Cancer development and progression are highly regulated by intricate interactions between cancer cells and the surrounding environment. Melanoma cells that invade and metastasize into the leptomeninges interact with the surrounding cerebrospinal fluid. Moffitt researchers wanted to improve their understanding of the development of LMM by analyzing the protein and RNA composition of cerebrospinal fluid from patients with LMM. They compared the molecular profiles of 8 control patients without LMM to 8 patients with LMM, including one LMM patient who had an extraordinary response to treatment and was still alive more than 35 months after diagnosis.
They discovered that the cerebrospinal fluid from LMM patients was enriched for proteins involved in innate immunity, proteases and the IGF-signaling pathway. The most commonly altered protein was TGF-β1. Interestingly, the one patient who had an extraordinary response to treatment displayed high levels of these proteins at baseline, but expression levels decreased as the patient responded to treatment. However, the protein expression patterns in the remaining LMM patients who had poor responses to treatment were high at baseline and remained high throughout treatment and disease progression.
The researcher team, led by Keiran Smalley, Ph.D., director of the Donald A. Adam Melanoma and Skin Cancer Center of Excellence and Peter Forsyth, M.D., Chair of the Department of Neuro-Oncology, hypothesized that the cerebrospinal fluid of LMM patients could impact melanoma cells by modulating their molecular profile. They confirmed this hypothesis by incubating cerebrospinal fluid from the LMM patients with melanoma cells and discovered that the fluid was able to induce activation of proteins and signaling pathways involved in malignant progression, including the PI3K/AKT pathway, integrins, B cell signaling, mitotic cell cycle progression, TNFR, TGF-β and oxidative stress.

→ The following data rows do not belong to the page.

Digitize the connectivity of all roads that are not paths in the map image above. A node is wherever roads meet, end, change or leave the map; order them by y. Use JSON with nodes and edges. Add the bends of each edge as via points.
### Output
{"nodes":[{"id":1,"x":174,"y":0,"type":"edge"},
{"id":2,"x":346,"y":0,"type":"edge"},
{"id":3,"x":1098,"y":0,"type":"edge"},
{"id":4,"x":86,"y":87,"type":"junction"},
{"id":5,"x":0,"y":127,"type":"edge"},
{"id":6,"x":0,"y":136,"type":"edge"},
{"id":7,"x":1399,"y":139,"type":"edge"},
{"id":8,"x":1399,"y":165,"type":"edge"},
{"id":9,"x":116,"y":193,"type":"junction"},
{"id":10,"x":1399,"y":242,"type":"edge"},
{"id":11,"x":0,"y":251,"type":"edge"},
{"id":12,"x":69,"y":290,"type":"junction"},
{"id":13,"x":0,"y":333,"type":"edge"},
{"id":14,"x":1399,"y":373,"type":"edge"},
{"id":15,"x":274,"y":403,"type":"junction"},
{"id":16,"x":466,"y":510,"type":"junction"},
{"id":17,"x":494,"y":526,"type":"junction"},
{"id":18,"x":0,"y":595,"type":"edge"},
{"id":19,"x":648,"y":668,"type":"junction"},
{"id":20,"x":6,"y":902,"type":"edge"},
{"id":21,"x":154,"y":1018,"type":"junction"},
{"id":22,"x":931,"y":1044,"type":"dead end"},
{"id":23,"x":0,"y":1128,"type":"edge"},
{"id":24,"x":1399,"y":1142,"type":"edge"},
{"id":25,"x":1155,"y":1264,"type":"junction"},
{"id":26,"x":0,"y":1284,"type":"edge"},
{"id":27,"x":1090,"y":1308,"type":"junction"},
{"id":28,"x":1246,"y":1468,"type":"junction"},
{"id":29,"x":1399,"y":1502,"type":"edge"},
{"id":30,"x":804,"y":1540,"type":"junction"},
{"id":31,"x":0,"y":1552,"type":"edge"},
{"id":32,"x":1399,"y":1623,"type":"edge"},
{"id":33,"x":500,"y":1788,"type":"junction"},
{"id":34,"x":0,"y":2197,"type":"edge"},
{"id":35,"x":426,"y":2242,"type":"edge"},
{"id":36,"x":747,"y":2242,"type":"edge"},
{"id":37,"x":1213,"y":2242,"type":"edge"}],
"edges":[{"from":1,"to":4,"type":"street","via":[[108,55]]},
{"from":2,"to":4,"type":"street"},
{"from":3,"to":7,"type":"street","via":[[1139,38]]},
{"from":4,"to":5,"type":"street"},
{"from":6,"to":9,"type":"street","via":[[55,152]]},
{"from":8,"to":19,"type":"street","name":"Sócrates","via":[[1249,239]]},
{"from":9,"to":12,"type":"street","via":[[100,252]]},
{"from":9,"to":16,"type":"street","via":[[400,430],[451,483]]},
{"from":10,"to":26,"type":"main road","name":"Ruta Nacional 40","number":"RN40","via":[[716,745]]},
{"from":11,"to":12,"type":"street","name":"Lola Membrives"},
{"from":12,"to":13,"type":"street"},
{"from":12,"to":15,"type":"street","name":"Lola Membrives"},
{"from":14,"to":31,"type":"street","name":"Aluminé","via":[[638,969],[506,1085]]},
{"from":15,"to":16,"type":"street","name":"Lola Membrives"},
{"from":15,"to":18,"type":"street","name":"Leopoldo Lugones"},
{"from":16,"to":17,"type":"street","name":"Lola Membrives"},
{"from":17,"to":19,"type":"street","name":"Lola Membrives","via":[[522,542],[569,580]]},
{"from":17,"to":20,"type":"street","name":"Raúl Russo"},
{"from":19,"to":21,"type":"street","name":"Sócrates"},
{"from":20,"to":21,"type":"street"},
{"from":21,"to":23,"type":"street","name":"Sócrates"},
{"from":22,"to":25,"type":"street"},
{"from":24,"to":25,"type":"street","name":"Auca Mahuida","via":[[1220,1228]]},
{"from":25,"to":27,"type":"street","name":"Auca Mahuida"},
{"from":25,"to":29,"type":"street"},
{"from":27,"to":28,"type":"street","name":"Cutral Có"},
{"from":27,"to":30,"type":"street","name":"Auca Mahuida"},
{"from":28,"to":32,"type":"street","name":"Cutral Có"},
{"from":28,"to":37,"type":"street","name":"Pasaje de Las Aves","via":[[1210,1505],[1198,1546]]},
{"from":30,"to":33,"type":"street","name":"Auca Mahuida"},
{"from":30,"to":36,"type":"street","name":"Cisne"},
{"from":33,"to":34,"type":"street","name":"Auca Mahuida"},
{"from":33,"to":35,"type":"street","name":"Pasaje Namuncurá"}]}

Their findings demonstrate that the cerebrospinal fluid from LMM patients who did not respond to treatment promoted survival of melanoma cells, while the cerebrospinal fluid from the extraordinary responder did not promote survival. These observations suggest that molecules exist within the cerebrospinal fluid that can stimulate melanoma cell survival and prevent cell death. The researchers reported that one of these survival molecules is TGF-β. The patient who responded well to treatment had very low to undetectable levels of cerebrospinal fluid TGF-β, while those patients who did not respond to treatment had much higher levels of TGF-β.